In chapter 8, Question 8.5, part (vi), I am unable to understand how to get the lower limit of the range as 0.5.?
It's because of the continuity correction. Here we need to get the value of \(5<X\le{10}\), we will segregated it as \(X>5\) which transforms as by using continuity correction \(X>5.5\) and \(X\le{10}\) which transforms as \(X<10.5\). Therefore the whole transform occurs as \(5.5<X<10.5\). We used to use the continuity correction because when dealing with the normal approximation to the Binomial and Poisson Distribution, which are both discrete distribution is being approximated by a continuous one. When using such an approximation the change from discrete to continuous must be allowed for. To compensate for the ‘gaps’ between the bars of the Discrete Distributions, we suppose that they are actually rounded to the nearest integer. For example, the \(X=6\) bar is assumed to represent values between \(X=5.5\) and \(X=6.5\). From here the \(0.5\) concept comes.
Mr. Gupta is absolutely correct. It was my faux pas considering the (vi) as (iv). They have approximated the \(4.8\) as \(4.5\).
Can you please explain me how to do the continuity correction for this part? For all other parts its either whole numbers or .5 fractions.
We got a problem as \(4\le10X\le48\), so \(10X\) takes values as, if \(X=1\) then \(10\), \(X=2\) then \(20\), \(X=3\) then \(30\), if \(X=4\) then \(40\). It must me within the limit from \(4-48\), so we could not consider beyond \(40\) or below \(10\).

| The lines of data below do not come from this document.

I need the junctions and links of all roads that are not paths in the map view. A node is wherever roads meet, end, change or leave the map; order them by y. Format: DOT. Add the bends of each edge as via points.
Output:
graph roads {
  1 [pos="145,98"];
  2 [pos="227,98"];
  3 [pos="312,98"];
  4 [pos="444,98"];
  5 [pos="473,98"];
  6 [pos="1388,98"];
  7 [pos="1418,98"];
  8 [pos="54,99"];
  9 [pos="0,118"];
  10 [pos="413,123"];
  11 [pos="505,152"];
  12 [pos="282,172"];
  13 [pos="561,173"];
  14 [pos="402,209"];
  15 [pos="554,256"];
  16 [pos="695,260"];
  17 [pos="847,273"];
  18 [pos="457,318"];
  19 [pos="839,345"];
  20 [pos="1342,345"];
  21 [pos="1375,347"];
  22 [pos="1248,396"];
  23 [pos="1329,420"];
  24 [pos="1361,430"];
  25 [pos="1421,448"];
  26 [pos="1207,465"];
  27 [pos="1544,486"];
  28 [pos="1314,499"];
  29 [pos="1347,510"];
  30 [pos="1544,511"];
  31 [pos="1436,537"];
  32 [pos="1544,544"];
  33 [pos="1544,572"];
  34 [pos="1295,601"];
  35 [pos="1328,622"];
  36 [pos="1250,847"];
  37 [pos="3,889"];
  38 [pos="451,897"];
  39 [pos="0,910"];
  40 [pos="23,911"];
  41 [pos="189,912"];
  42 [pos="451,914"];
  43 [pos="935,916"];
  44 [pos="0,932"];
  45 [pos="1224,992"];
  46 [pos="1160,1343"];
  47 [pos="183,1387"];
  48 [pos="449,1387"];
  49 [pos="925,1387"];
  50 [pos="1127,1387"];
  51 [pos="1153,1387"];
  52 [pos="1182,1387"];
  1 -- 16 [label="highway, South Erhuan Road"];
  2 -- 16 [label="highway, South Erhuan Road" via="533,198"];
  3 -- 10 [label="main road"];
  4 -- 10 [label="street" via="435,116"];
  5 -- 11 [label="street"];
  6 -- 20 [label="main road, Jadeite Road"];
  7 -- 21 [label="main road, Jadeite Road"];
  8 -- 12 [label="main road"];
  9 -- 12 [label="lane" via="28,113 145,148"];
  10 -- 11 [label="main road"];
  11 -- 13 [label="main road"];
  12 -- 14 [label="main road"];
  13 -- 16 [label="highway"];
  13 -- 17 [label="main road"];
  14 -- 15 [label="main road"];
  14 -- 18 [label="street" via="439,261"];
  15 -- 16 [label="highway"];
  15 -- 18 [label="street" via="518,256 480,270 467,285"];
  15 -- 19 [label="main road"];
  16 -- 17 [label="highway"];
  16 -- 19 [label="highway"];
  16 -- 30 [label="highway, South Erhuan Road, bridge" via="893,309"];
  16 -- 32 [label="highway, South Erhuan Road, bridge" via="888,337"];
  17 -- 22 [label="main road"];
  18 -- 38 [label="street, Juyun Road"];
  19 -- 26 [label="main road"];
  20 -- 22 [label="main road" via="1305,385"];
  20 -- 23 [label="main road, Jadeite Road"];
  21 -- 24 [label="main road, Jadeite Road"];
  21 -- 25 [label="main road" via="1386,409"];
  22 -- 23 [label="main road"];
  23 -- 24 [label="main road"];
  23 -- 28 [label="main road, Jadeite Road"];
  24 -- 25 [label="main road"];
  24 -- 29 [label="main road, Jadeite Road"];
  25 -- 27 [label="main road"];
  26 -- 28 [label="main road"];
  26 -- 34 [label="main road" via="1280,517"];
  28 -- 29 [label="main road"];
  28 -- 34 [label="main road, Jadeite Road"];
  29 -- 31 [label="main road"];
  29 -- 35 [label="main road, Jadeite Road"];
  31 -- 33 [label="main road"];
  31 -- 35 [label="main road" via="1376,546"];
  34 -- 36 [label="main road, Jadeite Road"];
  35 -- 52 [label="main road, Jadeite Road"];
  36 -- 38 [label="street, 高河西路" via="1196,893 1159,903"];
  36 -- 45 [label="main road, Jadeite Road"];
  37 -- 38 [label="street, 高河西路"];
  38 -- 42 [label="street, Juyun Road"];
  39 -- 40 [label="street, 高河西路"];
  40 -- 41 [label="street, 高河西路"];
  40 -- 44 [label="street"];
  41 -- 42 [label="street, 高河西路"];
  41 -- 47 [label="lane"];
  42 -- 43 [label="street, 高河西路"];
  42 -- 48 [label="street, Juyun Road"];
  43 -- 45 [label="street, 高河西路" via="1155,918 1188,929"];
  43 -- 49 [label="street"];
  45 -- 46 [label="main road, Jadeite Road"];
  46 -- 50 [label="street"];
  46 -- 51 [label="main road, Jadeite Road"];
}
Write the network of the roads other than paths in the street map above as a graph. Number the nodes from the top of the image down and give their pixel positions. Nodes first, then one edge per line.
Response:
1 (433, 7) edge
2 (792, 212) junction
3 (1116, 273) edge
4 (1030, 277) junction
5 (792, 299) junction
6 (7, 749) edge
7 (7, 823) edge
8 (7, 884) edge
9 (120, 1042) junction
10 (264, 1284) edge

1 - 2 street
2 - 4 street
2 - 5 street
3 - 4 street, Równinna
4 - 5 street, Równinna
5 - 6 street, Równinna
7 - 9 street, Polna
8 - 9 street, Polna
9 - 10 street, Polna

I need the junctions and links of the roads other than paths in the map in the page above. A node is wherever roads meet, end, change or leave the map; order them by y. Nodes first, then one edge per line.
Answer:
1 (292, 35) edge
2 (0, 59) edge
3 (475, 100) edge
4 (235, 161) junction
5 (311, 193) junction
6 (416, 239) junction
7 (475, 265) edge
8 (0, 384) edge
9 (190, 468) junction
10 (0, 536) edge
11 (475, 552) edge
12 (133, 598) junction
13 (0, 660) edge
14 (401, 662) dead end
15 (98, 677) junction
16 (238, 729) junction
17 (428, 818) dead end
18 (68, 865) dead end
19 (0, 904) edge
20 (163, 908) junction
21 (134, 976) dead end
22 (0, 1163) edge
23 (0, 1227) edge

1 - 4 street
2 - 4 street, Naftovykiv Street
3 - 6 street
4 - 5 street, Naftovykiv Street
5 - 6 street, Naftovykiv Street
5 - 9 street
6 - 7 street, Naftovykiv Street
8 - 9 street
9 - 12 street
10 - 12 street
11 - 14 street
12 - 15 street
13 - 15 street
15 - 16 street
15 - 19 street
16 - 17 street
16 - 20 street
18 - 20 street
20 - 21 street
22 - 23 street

Therefore the actual possible figures for \(10X\) would be \(10,20,30,40\). Now we are arranging again the problem as \(10\le10X\le40\). Now by using the continuity correction we get \(10\le10X\) as \(5<10X\) which is \(0.5<X\) and \(10X\le40\) which become by using continuity correction as \(10X<45\) and \(X<4.5\). Therefore the entire data became as \(0.5\le{X}\le4.5\).